START Extracted entries
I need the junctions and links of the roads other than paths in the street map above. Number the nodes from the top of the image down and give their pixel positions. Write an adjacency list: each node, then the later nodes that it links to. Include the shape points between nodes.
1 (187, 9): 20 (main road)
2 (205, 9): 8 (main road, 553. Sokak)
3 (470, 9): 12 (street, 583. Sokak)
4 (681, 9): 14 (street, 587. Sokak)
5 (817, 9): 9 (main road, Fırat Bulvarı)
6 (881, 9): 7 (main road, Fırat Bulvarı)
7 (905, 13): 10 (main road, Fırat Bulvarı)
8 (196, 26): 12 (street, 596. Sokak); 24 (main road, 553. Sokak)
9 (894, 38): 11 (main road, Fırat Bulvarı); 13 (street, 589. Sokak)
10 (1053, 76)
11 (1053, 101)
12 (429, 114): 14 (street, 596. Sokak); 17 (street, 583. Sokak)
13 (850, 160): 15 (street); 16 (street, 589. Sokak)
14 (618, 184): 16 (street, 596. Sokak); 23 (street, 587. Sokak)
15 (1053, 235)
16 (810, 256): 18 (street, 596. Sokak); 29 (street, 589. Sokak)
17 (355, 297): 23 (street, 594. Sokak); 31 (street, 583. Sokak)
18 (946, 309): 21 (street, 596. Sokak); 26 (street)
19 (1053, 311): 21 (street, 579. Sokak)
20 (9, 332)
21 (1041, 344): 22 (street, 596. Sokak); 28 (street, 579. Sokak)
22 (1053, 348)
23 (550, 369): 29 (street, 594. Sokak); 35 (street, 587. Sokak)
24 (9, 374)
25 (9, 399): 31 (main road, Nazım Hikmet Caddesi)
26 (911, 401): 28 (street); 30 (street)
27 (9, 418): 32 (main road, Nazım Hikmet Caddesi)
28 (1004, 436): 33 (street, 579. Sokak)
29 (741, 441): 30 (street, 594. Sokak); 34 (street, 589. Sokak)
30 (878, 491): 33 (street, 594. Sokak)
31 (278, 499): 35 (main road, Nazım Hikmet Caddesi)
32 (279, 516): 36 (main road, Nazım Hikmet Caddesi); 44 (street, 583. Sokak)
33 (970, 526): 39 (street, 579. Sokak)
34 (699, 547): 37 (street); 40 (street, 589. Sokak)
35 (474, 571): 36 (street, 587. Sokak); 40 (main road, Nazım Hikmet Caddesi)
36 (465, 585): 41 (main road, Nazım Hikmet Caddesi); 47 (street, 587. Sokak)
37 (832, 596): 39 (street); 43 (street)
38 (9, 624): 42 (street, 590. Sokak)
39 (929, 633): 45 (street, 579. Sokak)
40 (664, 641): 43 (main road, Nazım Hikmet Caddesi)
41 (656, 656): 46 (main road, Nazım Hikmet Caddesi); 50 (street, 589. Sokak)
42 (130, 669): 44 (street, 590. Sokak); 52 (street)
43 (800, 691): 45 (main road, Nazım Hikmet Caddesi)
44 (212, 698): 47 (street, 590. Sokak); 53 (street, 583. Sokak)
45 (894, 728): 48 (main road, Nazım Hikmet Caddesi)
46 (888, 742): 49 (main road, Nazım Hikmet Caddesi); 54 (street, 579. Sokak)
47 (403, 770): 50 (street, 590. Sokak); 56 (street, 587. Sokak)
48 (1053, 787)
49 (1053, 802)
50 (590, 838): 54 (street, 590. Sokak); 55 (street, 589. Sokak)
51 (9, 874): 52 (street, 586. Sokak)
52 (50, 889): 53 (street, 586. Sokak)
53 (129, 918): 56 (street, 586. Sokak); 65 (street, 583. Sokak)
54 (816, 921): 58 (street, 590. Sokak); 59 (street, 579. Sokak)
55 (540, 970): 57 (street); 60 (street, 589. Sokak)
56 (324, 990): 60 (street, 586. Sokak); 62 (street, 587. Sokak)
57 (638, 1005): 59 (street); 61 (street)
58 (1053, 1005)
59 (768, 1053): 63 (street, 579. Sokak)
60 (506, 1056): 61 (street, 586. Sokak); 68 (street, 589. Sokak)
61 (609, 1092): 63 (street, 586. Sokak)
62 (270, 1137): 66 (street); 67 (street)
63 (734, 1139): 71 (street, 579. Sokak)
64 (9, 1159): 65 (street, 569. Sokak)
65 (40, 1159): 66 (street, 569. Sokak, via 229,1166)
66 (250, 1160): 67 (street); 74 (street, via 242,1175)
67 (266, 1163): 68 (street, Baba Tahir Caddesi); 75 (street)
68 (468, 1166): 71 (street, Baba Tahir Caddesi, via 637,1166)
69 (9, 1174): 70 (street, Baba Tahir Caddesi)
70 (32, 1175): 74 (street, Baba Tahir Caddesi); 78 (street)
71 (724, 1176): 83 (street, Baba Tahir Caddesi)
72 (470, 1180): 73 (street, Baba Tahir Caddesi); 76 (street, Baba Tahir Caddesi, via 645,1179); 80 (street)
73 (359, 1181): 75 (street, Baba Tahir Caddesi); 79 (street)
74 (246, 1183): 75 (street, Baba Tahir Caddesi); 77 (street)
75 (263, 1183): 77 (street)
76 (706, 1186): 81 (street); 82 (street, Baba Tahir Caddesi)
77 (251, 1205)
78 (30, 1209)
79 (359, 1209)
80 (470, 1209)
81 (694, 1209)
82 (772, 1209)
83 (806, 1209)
END Extracted entries
#### Prompt
Note down each line above where the word "Nazım" occurs.

#### Result
25 (9, 399): 31 (main road, Nazım Hikmet Caddesi)
27 (9, 418): 32 (main road, Nazım Hikmet Caddesi)
31 (278, 499): 35 (main road, Nazım Hikmet Caddesi)
32 (279, 516): 36 (main road, Nazım Hikmet Caddesi); 44 (street, 583. Sokak)
35 (474, 571): 36 (street, 587. Sokak); 40 (main road, Nazım Hikmet Caddesi)
36 (465, 585): 41 (main road, Nazım Hikmet Caddesi); 47 (street, 587. Sokak)
40 (664, 641): 43 (main road, Nazım Hikmet Caddesi)
41 (656, 656): 46 (main road, Nazım Hikmet Caddesi); 50 (street, 589. Sokak)
43 (800, 691): 45 (main road, Nazım Hikmet Caddesi)
45 (894, 728): 48 (main road, Nazım Hikmet Caddesi)
46 (888, 742): 49 (main road, Nazım Hikmet Caddesi); 54 (street, 579. Sokak)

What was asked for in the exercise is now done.